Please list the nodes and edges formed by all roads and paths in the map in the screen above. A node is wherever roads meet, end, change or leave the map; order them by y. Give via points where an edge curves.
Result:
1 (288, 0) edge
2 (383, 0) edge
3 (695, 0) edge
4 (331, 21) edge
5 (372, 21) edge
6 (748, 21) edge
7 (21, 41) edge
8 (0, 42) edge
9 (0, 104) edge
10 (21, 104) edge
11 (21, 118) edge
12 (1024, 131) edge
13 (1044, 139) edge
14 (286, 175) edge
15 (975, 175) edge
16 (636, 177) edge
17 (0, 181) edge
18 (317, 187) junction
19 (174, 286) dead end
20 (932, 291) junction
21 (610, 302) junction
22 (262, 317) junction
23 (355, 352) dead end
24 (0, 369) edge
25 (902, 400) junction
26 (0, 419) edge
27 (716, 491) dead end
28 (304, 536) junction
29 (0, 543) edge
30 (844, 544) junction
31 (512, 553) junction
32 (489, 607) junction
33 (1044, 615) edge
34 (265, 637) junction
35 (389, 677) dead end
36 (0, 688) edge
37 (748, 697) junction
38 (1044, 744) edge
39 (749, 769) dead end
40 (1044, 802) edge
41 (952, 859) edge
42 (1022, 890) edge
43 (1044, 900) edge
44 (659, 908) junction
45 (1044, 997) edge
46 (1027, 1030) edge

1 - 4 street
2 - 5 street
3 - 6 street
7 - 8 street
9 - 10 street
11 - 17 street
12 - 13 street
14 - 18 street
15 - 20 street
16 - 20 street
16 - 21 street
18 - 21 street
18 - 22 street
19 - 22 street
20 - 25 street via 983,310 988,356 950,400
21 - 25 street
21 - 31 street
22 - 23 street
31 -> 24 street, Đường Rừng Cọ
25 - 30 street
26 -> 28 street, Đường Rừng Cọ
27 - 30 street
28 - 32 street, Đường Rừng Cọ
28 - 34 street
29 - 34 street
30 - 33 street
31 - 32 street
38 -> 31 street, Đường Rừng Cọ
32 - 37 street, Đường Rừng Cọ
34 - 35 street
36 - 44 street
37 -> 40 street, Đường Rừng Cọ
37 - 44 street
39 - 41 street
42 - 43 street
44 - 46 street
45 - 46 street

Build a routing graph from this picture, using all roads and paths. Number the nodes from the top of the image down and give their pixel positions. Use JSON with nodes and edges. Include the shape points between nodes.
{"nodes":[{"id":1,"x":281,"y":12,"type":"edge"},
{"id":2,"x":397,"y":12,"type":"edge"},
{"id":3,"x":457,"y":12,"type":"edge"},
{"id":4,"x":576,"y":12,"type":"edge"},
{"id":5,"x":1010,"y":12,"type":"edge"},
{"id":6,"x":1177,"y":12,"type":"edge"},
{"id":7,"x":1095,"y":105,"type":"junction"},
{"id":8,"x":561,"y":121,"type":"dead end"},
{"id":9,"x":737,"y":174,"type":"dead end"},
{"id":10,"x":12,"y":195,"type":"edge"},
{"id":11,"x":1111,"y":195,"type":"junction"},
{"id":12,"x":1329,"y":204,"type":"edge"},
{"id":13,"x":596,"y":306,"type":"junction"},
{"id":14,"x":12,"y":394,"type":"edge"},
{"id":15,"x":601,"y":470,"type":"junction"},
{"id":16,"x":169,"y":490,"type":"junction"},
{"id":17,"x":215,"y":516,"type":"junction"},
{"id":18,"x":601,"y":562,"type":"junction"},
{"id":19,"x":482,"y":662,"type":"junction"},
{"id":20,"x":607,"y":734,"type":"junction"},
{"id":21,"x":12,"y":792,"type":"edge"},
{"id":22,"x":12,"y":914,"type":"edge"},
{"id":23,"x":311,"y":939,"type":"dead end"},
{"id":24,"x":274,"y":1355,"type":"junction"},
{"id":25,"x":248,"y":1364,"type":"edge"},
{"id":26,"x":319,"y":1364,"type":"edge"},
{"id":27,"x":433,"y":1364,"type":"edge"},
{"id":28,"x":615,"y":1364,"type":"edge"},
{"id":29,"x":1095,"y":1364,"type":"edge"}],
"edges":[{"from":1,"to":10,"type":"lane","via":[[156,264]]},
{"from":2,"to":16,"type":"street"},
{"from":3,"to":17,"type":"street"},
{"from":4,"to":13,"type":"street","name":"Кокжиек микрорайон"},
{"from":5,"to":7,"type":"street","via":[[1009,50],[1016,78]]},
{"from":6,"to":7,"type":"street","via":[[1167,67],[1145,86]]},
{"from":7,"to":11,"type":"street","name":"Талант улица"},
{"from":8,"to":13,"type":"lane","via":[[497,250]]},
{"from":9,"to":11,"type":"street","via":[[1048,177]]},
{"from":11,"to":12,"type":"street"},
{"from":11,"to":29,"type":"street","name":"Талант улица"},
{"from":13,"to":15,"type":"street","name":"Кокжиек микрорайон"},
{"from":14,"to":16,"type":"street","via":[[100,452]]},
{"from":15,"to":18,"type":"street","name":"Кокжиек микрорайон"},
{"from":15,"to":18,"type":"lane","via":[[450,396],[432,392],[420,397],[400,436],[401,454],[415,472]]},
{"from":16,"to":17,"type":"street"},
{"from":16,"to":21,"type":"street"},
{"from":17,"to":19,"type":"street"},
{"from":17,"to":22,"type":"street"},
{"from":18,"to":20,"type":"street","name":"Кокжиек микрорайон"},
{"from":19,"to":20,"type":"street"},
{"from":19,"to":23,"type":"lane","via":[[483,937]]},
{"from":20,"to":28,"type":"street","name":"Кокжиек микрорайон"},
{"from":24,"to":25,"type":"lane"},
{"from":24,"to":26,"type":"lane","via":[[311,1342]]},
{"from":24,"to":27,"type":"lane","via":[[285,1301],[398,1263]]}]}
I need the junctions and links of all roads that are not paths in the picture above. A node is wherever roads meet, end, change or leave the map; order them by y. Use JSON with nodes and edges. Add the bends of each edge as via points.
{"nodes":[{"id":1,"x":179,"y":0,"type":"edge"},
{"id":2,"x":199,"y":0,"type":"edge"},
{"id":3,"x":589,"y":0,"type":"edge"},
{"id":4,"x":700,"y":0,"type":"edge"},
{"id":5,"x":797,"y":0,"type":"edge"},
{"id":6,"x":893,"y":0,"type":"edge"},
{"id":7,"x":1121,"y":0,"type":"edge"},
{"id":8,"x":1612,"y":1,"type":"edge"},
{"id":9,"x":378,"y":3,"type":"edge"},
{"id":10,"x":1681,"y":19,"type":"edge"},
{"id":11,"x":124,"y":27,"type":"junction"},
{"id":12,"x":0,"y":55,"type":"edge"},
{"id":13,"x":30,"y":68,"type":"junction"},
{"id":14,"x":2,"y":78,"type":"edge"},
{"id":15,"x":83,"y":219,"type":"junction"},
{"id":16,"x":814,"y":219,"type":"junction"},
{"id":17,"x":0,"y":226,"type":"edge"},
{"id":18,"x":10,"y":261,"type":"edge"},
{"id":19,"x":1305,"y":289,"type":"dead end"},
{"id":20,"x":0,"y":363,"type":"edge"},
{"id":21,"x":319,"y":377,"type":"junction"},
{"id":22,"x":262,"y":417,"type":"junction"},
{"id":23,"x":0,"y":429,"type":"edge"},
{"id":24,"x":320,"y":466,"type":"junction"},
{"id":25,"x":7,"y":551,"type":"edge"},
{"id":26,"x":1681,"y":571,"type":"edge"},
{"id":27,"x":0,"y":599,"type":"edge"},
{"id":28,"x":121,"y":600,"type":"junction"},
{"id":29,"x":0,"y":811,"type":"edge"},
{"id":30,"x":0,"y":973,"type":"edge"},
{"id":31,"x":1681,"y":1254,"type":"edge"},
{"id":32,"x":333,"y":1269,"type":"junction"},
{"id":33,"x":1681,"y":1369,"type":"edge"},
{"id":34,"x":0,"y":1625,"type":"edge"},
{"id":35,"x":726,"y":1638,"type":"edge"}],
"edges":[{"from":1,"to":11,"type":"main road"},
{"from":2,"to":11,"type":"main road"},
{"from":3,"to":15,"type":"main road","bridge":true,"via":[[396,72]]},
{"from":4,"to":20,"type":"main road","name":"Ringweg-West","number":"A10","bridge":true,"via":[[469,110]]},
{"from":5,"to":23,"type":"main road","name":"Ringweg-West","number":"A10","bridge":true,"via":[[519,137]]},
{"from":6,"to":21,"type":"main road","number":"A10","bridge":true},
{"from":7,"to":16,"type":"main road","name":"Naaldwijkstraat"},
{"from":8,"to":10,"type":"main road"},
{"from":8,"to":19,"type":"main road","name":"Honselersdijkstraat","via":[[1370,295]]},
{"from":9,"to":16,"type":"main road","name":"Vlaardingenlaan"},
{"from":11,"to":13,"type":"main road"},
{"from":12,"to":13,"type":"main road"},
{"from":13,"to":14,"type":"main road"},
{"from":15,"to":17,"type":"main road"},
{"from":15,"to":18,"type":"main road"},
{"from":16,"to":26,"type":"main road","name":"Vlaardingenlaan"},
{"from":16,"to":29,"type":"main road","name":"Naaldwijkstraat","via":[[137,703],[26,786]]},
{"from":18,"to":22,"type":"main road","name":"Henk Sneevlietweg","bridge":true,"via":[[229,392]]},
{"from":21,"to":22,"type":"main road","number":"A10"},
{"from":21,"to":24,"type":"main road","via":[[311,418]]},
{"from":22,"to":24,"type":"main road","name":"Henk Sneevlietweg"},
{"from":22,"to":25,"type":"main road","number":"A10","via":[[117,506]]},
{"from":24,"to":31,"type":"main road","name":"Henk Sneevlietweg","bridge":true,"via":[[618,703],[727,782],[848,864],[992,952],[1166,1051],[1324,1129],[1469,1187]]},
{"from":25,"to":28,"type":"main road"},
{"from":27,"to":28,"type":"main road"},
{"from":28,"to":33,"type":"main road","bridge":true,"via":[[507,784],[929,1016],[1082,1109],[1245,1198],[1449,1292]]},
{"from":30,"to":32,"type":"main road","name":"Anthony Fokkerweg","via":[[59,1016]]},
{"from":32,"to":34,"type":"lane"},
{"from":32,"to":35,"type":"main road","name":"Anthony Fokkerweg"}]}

● **What you need to do**
Go through the material line by line. Show each line that contains the string "микрорайон".

● **Task result**
{"from":4,"to":13,"type":"street","name":"Кокжиек микрорайон"},
{"from":13,"to":15,"type":"street","name":"Кокжиек микрорайон"},
{"from":15,"to":18,"type":"street","name":"Кокжиек микрорайон"},
{"from":18,"to":20,"type":"street","name":"Кокжиек микрорайон"},
{"from":20,"to":28,"type":"street","name":"Кокжиек микрорайон"},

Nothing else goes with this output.